For other Dow companies, it comes down to just what the net impact of the storms is going to be. Travelers is a case in point but so is Home Depot. As the Bunnings of the US, Home Depot has seen sales surge as Americans in affected states rush to board up properties and buy jerry cans and generators ahead of the storms, and no doubt Home Depot will be busy supplying the ultimate rebuild.

But at the same time, many Home Depot stores have been forced to close. Therein lies the trade-off. The same is the case for Wal-Mart for example, which has been doing a bumper trade in water and canned food but, again, has had to shut down many stores.

The reality is Wall Street can do little more than see what transpires. Hence there was not a lot of action on Friday night.


There was nevertheless plenty of action on the LME.

Analysts have been warning of late that the recent surge in base metal prices has been overdone. Prices had certainly been due a bounce after having wallowed for so long, and signs of improvement in China’s economic growth on the one hand, and the constraint in production in China forced by the government for environmental and other reasons on the other hand, conspired to spark a scramble.

To that end, as noted above, the metals market was expecting a lot out of China’s July trade data and was disappointed. Profit-takers moved into copper, and soon all metals were copping the brunt. Aluminium managed to fall only -0.5%, but copper, lead and zinc all fell -3% and nickel fell -4.5%.

Iron ore fell -US$2.20 to US$73.70/t.

West Texas crude fell -US$1.58 to US$47.54/bbl.

The US dollar index fell another -0.2% to 91.33 but gold dipped a little to US$1346.00/oz.
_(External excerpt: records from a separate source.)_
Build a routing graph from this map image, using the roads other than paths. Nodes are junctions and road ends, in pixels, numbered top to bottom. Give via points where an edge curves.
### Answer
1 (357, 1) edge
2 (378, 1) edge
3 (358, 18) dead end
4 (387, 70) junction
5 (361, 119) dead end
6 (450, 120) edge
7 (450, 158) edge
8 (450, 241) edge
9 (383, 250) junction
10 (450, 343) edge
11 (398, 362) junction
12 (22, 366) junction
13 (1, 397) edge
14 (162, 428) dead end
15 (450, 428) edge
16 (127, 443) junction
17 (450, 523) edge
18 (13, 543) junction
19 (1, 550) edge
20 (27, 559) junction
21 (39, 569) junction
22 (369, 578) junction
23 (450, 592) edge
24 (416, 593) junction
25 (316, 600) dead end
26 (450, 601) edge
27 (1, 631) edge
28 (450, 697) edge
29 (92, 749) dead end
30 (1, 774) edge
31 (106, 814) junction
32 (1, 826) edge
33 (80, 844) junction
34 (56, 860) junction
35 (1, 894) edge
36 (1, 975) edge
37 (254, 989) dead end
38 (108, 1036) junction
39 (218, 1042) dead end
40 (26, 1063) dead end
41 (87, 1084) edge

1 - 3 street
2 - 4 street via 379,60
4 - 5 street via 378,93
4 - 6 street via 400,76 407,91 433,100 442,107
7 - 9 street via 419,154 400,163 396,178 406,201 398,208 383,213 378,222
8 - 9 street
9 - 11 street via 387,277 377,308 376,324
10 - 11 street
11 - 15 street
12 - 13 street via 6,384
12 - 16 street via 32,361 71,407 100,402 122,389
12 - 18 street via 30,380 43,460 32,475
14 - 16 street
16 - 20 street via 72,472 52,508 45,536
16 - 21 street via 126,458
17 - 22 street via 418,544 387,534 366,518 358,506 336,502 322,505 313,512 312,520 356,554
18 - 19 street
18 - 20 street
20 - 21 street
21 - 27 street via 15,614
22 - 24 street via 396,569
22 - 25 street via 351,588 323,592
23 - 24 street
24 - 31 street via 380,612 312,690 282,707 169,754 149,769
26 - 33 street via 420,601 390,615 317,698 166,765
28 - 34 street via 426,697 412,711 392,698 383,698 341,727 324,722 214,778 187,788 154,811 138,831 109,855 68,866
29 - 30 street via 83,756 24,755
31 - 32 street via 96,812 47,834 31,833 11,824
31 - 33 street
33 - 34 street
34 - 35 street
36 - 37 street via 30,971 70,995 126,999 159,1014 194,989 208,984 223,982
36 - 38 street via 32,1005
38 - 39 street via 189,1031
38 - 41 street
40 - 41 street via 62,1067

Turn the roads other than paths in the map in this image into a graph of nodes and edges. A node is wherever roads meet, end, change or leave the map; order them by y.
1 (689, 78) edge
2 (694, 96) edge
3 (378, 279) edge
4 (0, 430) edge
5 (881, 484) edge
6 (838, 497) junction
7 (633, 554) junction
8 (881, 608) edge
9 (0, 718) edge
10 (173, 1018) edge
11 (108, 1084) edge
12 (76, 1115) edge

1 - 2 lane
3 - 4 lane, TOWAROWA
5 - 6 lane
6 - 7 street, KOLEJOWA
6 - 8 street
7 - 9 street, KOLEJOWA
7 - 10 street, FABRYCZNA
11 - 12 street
The Aussie was flat at US$0.8051.

The SPI Overnight fell -2 points.

The Week Ahead

The ex-dividends will continue to flow thick and fast this week in the local market. Investor days will be hosted by Boral ((BLD)) tomorrow and Orica ((ORI)) on Thursday while Myer ((MYR)) will release its earnings result on Thursday.

On Friday, ASX index rebalancing will come into effect.

Data-wise the local market will see the monthly NAB business confidence survey tomorrow and Westpac’s consumer confidence survey on Wednesday. Thursday it’s the August jobs numbers.

It’s a slow start to data in the US and a busy end to the week. The PPI is due on Wednesday and the CPI on Thursday before Friday brings retail sales, industrial production, consumer sentiment and the Empire State activity index.

Friday night is the quadruple witching expiry of equity derivatives in the US.

The Bank of England will hold a policy meeting on Thursday.

Ahead of that, China will release retail sales, industrial production and fixed asset investment numbers.

Rudi will appear on Sky Business on Tuesday, via Skype, at around 11.15am to discuss broker calls. He'll appear in the studio on Thursday at noon and again via Skype on Friday morning, around 11.15am.